__Your goal__:
Restate the whole of the data below word for word, skipping the images.

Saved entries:
* * * * * * *

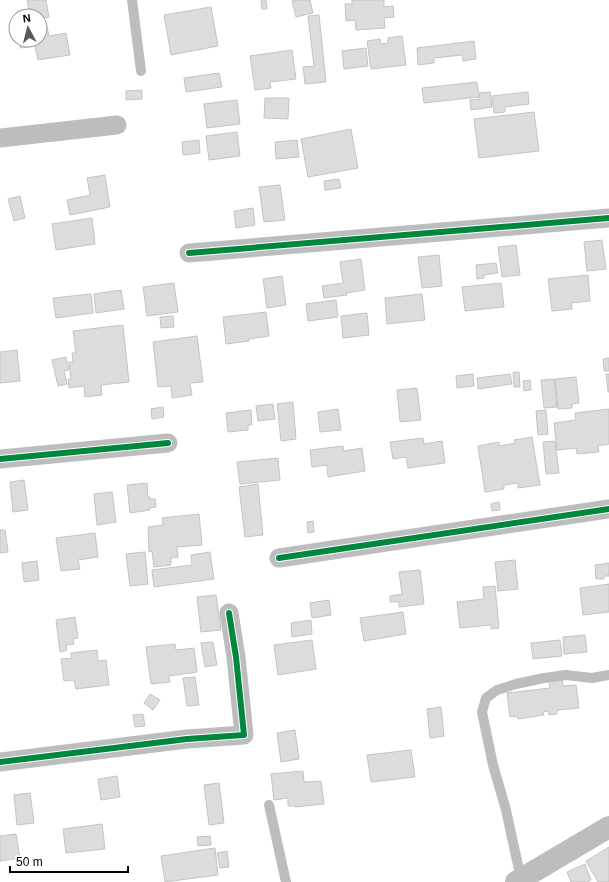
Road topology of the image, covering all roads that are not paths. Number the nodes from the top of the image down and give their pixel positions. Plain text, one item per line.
1 (132, 0) edge
2 (141, 71) dead end
3 (117, 125) dead end
4 (0, 138) edge
5 (609, 218) edge
6 (189, 253) dead end
7 (168, 443) dead end
8 (0, 460) edge
9 (609, 509) edge
10 (279, 558) dead end
11 (229, 613) dead end
12 (609, 675) edge
13 (0, 762) edge
14 (269, 805) dead end
15 (609, 827) edge
16 (518, 881) edge
17 (286, 882) edge

1 - 2 lane
3 - 4 street
5 - 6 street
7 - 8 street
9 - 10 street
11 - 13 street
12 - 16 lane
14 - 17 lane
15 - 16 street

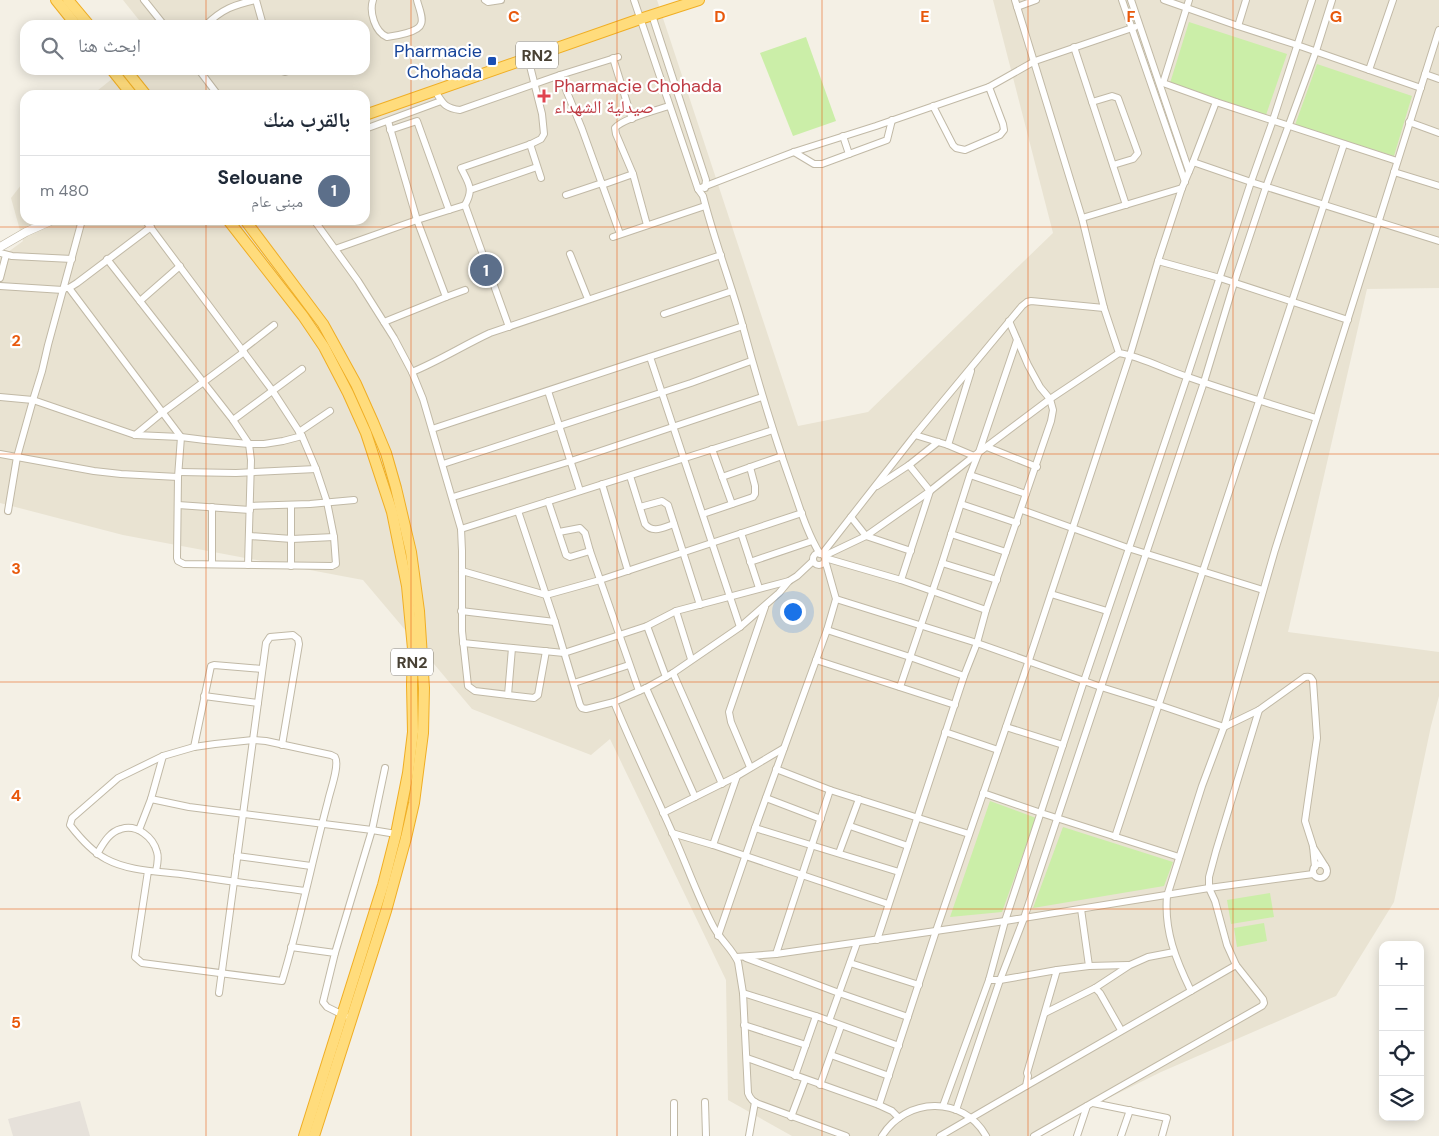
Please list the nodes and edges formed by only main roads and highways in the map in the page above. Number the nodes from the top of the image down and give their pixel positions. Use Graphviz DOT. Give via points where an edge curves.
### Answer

* * * * * * *

__Exercise response__:
Road topology of the image, covering all roads that are not paths. Number the nodes from the top of the image down and give their pixel positions. Plain text, one item per line.
1 (132, 0) edge
2 (141, 71) dead end
3 (117, 125) dead end
4 (0, 138) edge
5 (609, 218) edge
6 (189, 253) dead end
7 (168, 443) dead end
8 (0, 460) edge
9 (609, 509) edge
10 (279, 558) dead end
11 (229, 613) dead end
12 (609, 675) edge
13 (0, 762) edge
14 (269, 805) dead end
15 (609, 827) edge
16 (518, 881) edge
17 (286, 882) edge

1 - 2 lane
3 - 4 street
5 - 6 street
7 - 8 street
9 - 10 street
11 - 13 street
12 - 16 lane
14 - 17 lane
15 - 16 street

Please list the nodes and edges formed by only main roads and highways in the map in the page above. Number the nodes from the top of the image down and give their pixel positions. Use Graphviz DOT. Give via points where an edge curves.
### Answer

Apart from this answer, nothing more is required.